As the plot slowly unravels in the first act, it is revealed that Lena’s late husband has a sum of $10,000 waiting to arrive as life insurance. Here, Hansberry explores the monetary value of black families in the 50s, where it can provide opportunity and a change in freedom. Walter Lee is set on opening a liquor store, a long life dream which he is insistent on creating with this money.
In the second act, Mrs Johnson played by Nancy Denis brings the stage back to life. Her humour and vibrant character brought laughs to the audience as did Ruth’s and Lena’s looks back and forth at each other at this disrupting house guest. Similarly, the character of George played an obnoxious college student and shone in his role. His gestures of disapproval and accent were all superb and received very well by audience members. With him of course, Mahlatjie as Beneatha was the star of the play. Her playfulness, sassiness and moments of emotion were realistic and not over done. My favourite moment was after a lawyer came to convince them to not move into a white suburb, and as he left she tries not to laugh. This unconventional reaction was true to her character and I had my eyes on her the whole time, as did the remainder of the audience.
Bert Labonté demonstrates the descent of distress and anger that Walter Lee faces as his dream is crushed by those around him, and by his own failures. To see this descent more clearly however, Labonté could have begun calmer in his character and developed to the rage more linearly. A stellar example of this is Lena played by Gayle Samuels, who displays a number of emotions which are unpredictable yet enticing to the plot. Her most spontaneous moment is when she uses the money to place a deposit on a house for Travis, in which the family is set to live in. Everyone but of course Walter Lee is delighted, and he resorts to drinking, quitting his job and giving up on supporting his family as his dream is not to come true. Lena tires of this, and offers him the remaining money to use wisely and carefully for his family’s future. Walter Lee however has other plans, and places it all on a dodgy deal for the liquor store. This pivotal scene sees Lena scream and Walter Lee cry in despair as she hits him and terrorises him for wasting what could have been immensely valuable to all of them.

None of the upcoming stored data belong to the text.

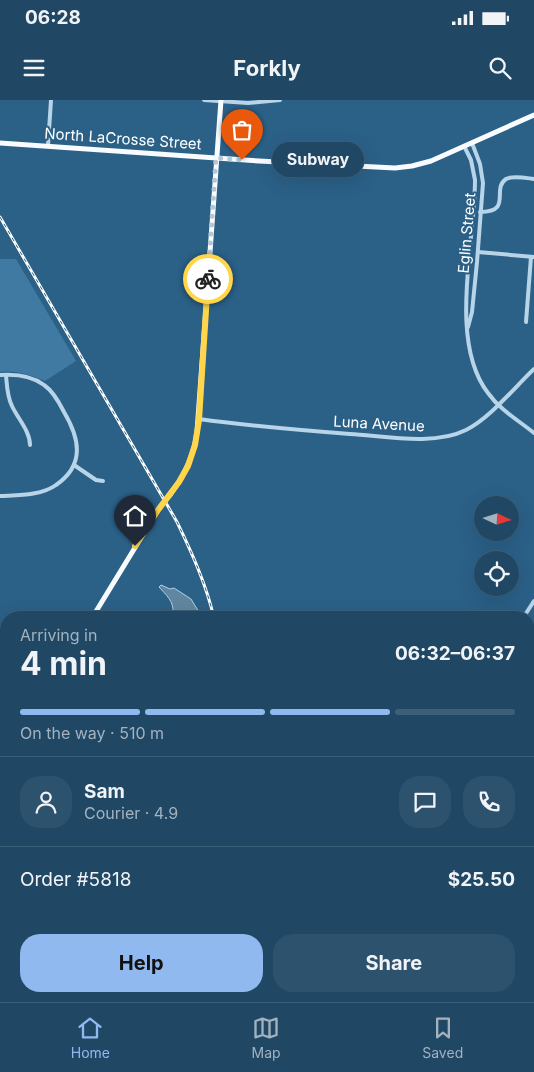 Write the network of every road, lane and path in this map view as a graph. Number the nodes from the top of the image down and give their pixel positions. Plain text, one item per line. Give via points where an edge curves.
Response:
1 (51, 100) edge
2 (204, 100) edge
3 (280, 100) edge
4 (221, 101) edge
5 (534, 115) edge
6 (0, 143) edge
7 (472, 143) junction
8 (48, 146) junction
9 (464, 146) junction
10 (216, 158) junction
11 (534, 179) edge
12 (473, 212) junction
13 (480, 212) junction
14 (470, 252) junction
15 (478, 252) junction
16 (533, 257) edge
17 (526, 322) dead end
18 (468, 327) junction
19 (534, 369) edge
20 (0, 375) edge
21 (6, 375) junction
22 (498, 405) junction
23 (199, 420) junction
24 (534, 433) edge
25 (30, 445) dead end
26 (74, 465) junction
27 (103, 481) dead end
28 (0, 496) edge
29 (96, 611) edge

1 - 8 street
2 - 4 street
3 - 4 street
4 - 10 main road
5 - 7 main road, North LaCrosse Street
6 - 8 main road, North LaCrosse Street
7 - 9 main road, North LaCrosse Street
7 - 13 street, Eglin Street via 482,170
8 - 10 main road, North LaCrosse Street
9 - 10 main road, North LaCrosse Street via 424,163 401,168
9 - 12 street, Eglin Street via 474,174
10 - 23 main road
11 - 13 street via 506,179 501,185 497,207 492,212
12 - 13 street
12 - 14 street, Eglin Street
13 - 15 street, Eglin Street
14 - 15 street
14 - 18 street, Eglin Street
15 - 16 street
15 - 18 street, Eglin Street
16 - 17 street
18 - 22 street, Eglin Street via 474,369
19 - 22 street, Luna Avenue
20 - 21 street
21 - 25 street via 9,398 30,438
21 - 26 street via 26,377 50,390 76,434
22 - 23 street, Luna Avenue via 466,430 431,438
22 - 24 street, Eglin Street
23 - 29 main road, bridge via 188,466
26 - 27 street via 96,480
26 - 28 street via 56,485 46,490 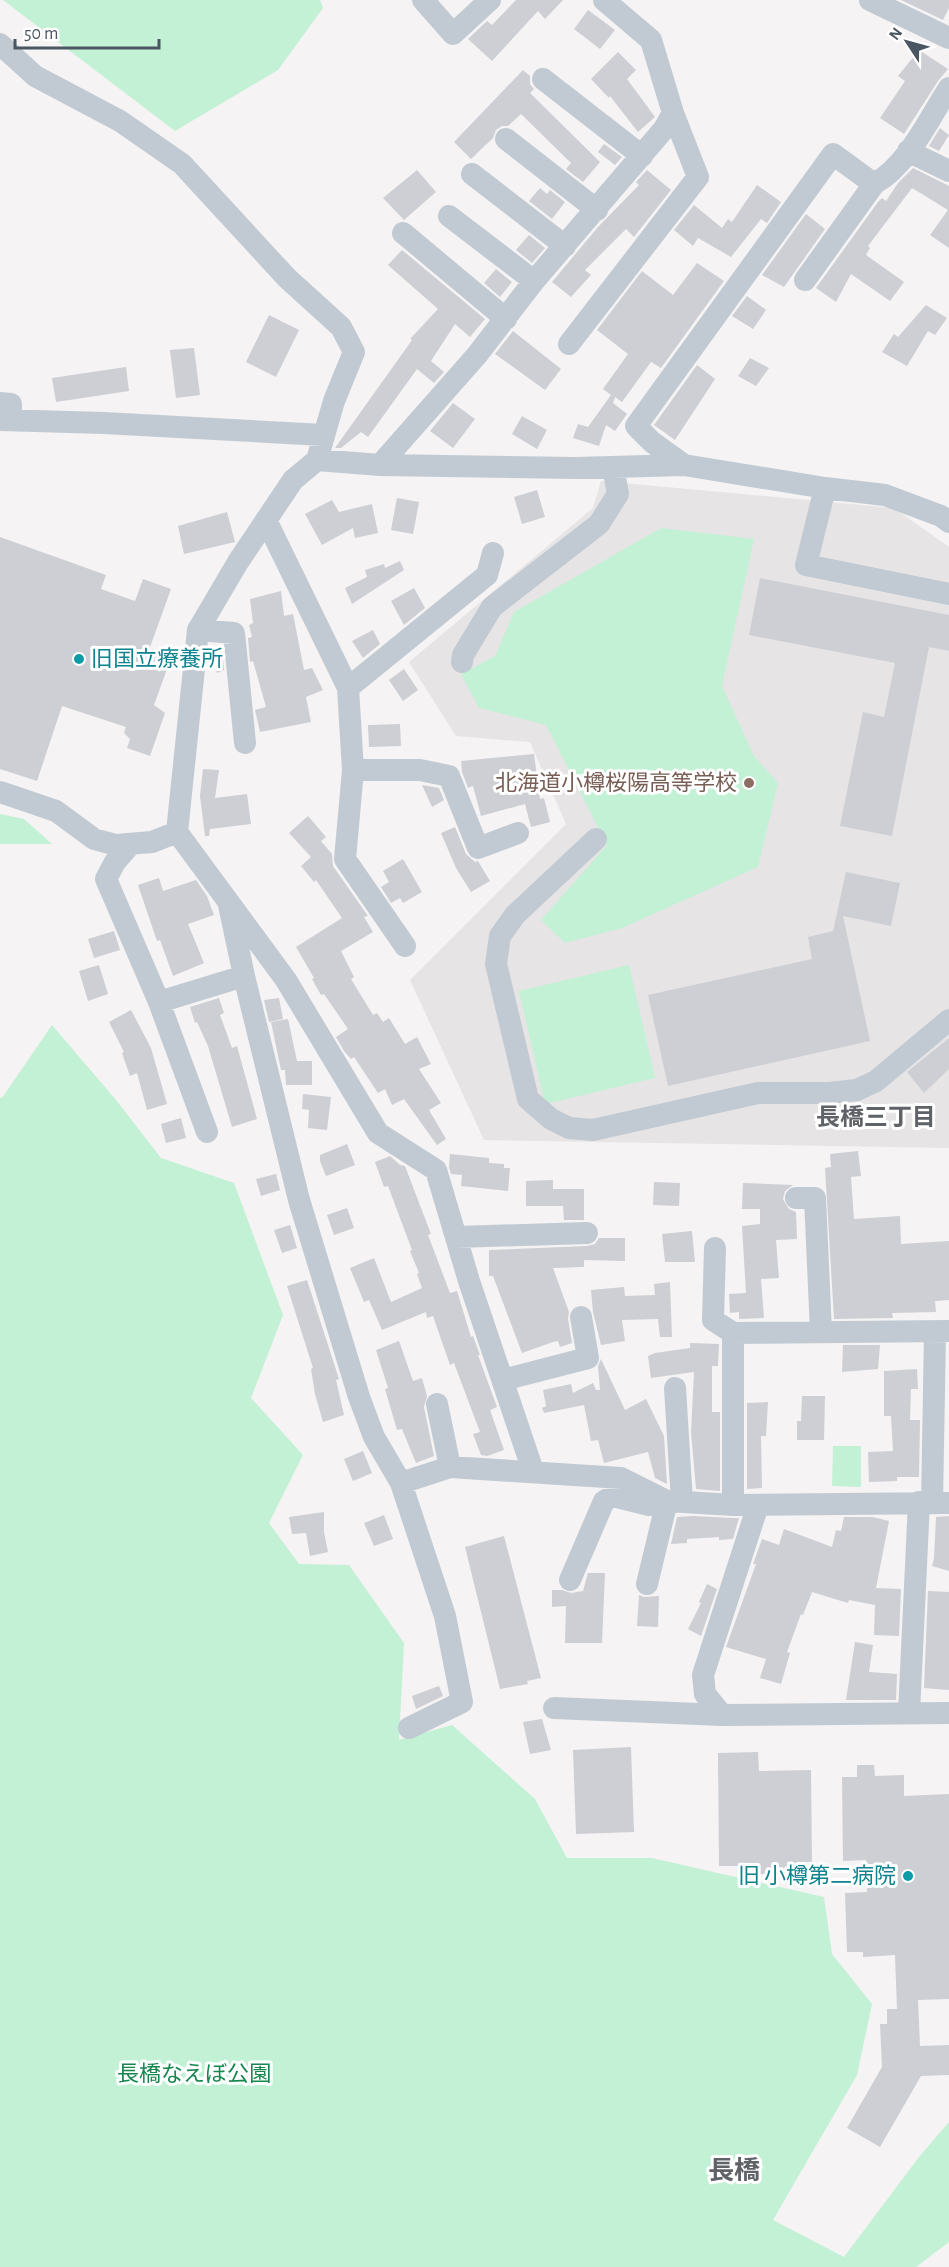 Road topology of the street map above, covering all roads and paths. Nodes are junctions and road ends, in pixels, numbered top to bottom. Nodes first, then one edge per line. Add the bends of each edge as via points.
1 (423, 0) edge
2 (490, 0) edge
3 (604, 0) edge
4 (870, 0) edge
5 (949, 38) edge
6 (0, 44) edge
7 (543, 79) dead end
8 (949, 88) edge
9 (673, 113) junction
10 (506, 140) dead end
11 (908, 151) junction
12 (642, 156) junction
13 (949, 171) edge
14 (472, 174) dead end
15 (874, 184) junction
16 (597, 210) junction
17 (450, 216) dead end
18 (403, 233) dead end
19 (565, 246) junction
20 (805, 280) dead end
21 (534, 281) junction
22 (506, 320) junction
23 (569, 345) dead end
24 (4, 414) edge
25 (323, 435) junction
26 (317, 460) junction
27 (380, 465) junction
28 (684, 465) junction
29 (613, 467) junction
30 (825, 488) junction
31 (266, 520) junction
32 (949, 522) edge
33 (493, 553) dead end
34 (949, 594) edge
35 (198, 630) junction
36 (462, 662) dead end
37 (348, 688) junction
38 (245, 743) dead end
39 (352, 770) junction
40 (0, 792) edge
41 (177, 832) junction
42 (518, 833) dead end
43 (596, 839) dead end
44 (130, 845) junction
45 (228, 898) junction
46 (405, 946) dead end
47 (244, 976) junction
48 (159, 1002) junction
49 (949, 1020) edge
50 (207, 1132) dead end
51 (796, 1198) dead end
52 (587, 1233) dead end
53 (456, 1237) junction
54 (715, 1248) dead end
55 (581, 1317) dead end
56 (942, 1331) edge
57 (821, 1332) junction
58 (733, 1333) junction
59 (503, 1380) junction
60 (675, 1388) dead end
61 (437, 1404) dead end
62 (450, 1467) junction
63 (533, 1472) junction
64 (401, 1483) junction
65 (674, 1502) junction
66 (934, 1502) edge
67 (758, 1505) junction
68 (733, 1506) junction
69 (570, 1580) dead end
70 (646, 1584) dead end
71 (554, 1708) dead end
72 (909, 1713) junction
73 (949, 1713) edge
74 (722, 1715) junction
75 (409, 1728) dead end

1 - 2 street via 453,34
3 - 9 street via 651,40
4 - 5 street
6 - 25 street via 35,76 120,121 182,164 287,278 341,327 354,352
7 - 12 street
8 - 11 street
9 - 12 street
9 - 23 street via 698,177
10 - 16 street
11 - 13 street
11 - 15 street via 900,165
12 - 16 street
14 - 19 street
15 - 20 street
15 - 28 street via 833,154 636,426
16 - 19 street
17 - 21 street
18 - 22 street
19 - 21 street
21 - 22 street
22 - 27 street
24 - 25 street
25 - 26 street
26 - 27 street
26 - 31 street via 294,480
27 - 29 street
28 - 29 street
28 - 30 street
29 - 36 street via 618,494 599,524 492,607
30 - 32 street via 885,495
30 - 34 street via 806,565
31 - 35 street
31 - 37 street
33 - 37 street via 487,575
35 - 38 street via 234,633
35 - 41 street
37 - 39 street
39 - 42 street via 420,770 449,776 478,848
39 - 46 street via 345,859
40 - 44 street via 56,811 94,839
41 - 44 street via 152,843
41 - 45 street
43 - 49 street via 515,915 500,936 496,964 528,1099 551,1119 569,1128 593,1130 758,1093 857,1089 876,1081
44 - 48 street via 106,879
45 - 47 street
45 - 53 street via 286,980 378,1133 436,1170
47 - 48 street
47 - 64 street via 299,1200 359,1397 374,1437
48 - 50 street
51 - 57 street via 814,1198
52 - 53 street
53 - 59 street
54 - 58 street via 713,1320
55 - 59 street via 588,1358
56 - 57 street
56 - 66 street
57 - 58 street
58 - 68 street
59 - 63 street
60 - 65 street
61 - 62 street
62 - 63 street
62 - 64 street
63 - 65 street via 621,1478
64 - 75 street via 445,1616 462,1702
65 - 68 street
65 - 69 street via 649,1505 613,1496 604,1501
65 - 70 street
66 - 67 street
66 - 72 street
67 - 68 street
67 - 74 street via 703,1675 705,1694
71 - 74 street
72 - 73 street
72 - 74 street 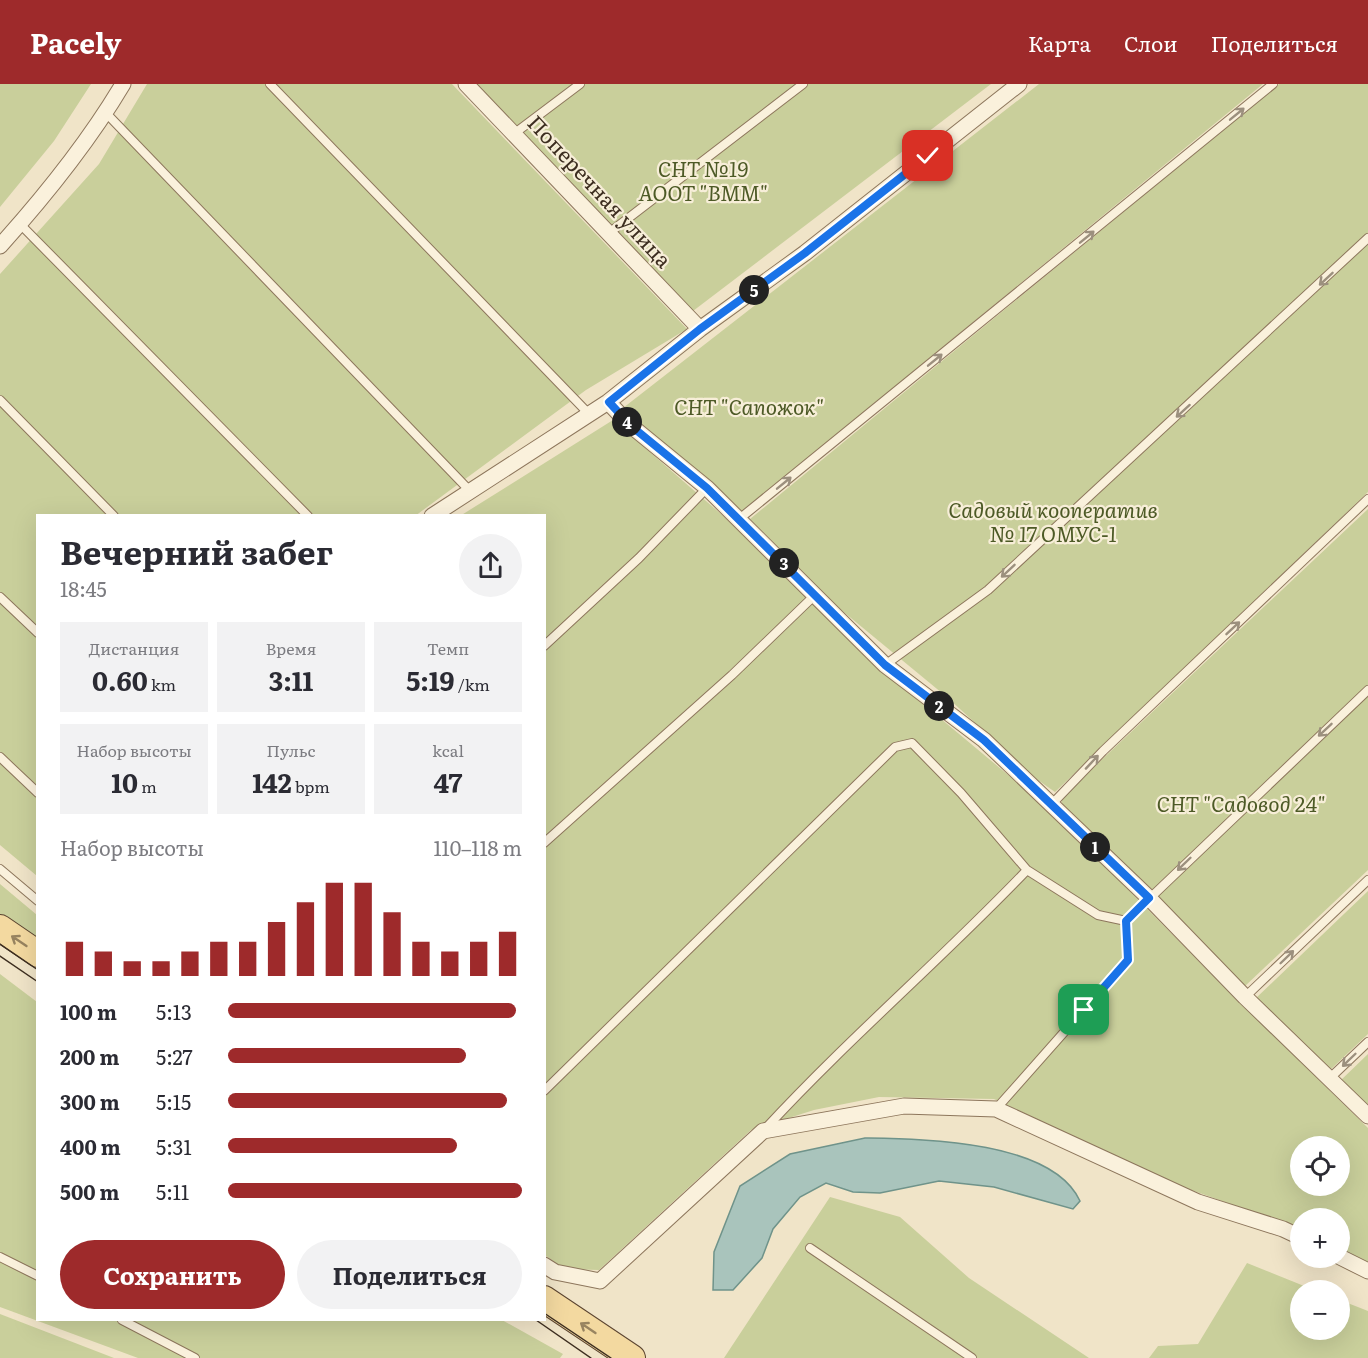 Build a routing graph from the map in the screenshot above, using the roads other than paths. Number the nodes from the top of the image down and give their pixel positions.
1 (123, 84) edge
2 (270, 84) edge
3 (466, 84) edge
4 (580, 84) edge
5 (803, 84) edge
6 (1019, 84) edge
7 (1274, 84) edge
8 (106, 113) junction
9 (515, 133) junction
10 (20, 224) junction
11 (609, 233) junction
12 (1368, 238) edge
13 (0, 246) edge
14 (700, 329) junction
15 (0, 400) edge
16 (609, 402) junction
17 (589, 414) junction
18 (707, 488) junction
19 (470, 491) junction
20 (1368, 499) edge
21 (112, 514) edge
22 (306, 514) edge
23 (435, 514) edge
24 (738, 520) junction
25 (816, 594) junction
26 (0, 597) edge
27 (36, 631) edge
28 (546, 644) edge
29 (885, 665) junction
30 (1368, 690) edge
31 (0, 757) edge
32 (36, 791) edge
33 (1051, 805) junction
34 (546, 841) edge
35 (0, 869) edge
36 (1027, 870) junction
37 (1368, 880) edge
38 (1149, 898) junction
39 (36, 899) edge
40 (1126, 921) junction
41 (0, 928) edge
42 (36, 953) edge
43 (1245, 997) junction
44 (1368, 1042) edge
45 (1329, 1078) junction
46 (546, 1089) edge
47 (996, 1109) junction
48 (1368, 1116) edge
49 (763, 1131) junction
50 (1290, 1232) edge
51 (810, 1248) dead end
52 (0, 1257) edge
53 (1350, 1262) edge
54 (546, 1266) edge
55 (1368, 1271) edge
56 (36, 1275) edge
57 (546, 1300) edge
58 (124, 1321) edge
59 (195, 1358) edge
60 (632, 1358) edge
61 (972, 1358) edge

1 - 8 street
2 - 17 lane
3 - 9 street, Поперечная улица
4 - 9 lane
5 - 11 lane
6 - 14 street
24 -> 7 lane
8 - 10 street
8 - 19 lane
9 - 11 street, Поперечная улица
10 - 13 street
10 - 22 lane
11 - 14 street, Поперечная улица
12 -> 29 lane
14 - 16 street
15 - 21 lane
16 - 17 street
16 - 18 street
17 - 19 street
18 - 24 street
18 - 28 lane
19 - 23 street
33 -> 20 lane
24 - 25 street
25 - 29 street
25 - 34 lane
26 - 27 lane
29 - 33 street
30 -> 38 lane
31 - 32 lane
33 - 38 street
35 - 39 lane
36 - 40 lane
36 - 46 lane
36 - 49 lane
43 -> 37 lane
38 - 40 lane
38 - 43 street
40 - 47 lane
42 -> 41 main road
43 - 45 street
44 -> 45 lane
45 - 48 street
47 - 49 street
47 - 50 street
49 - 54 street
51 - 61 lane
52 - 56 lane
53 - 55 street
60 -> 57 main road
58 - 59 lane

A Raisin in the Sun is a story still relevant to todays society, as we see much of the same issues arise. With the addition of Sullen the dialogue was not as snappy or sharp is it otherwise should have been, and moments were often lost within the audience as the pace was off. However, the cast was exceptional and the actors Angela Mahlatjie, Gayle Samuels, Adolphus Waylee, Leinad Walker and Nancy Denis all shone delightfully in their roles.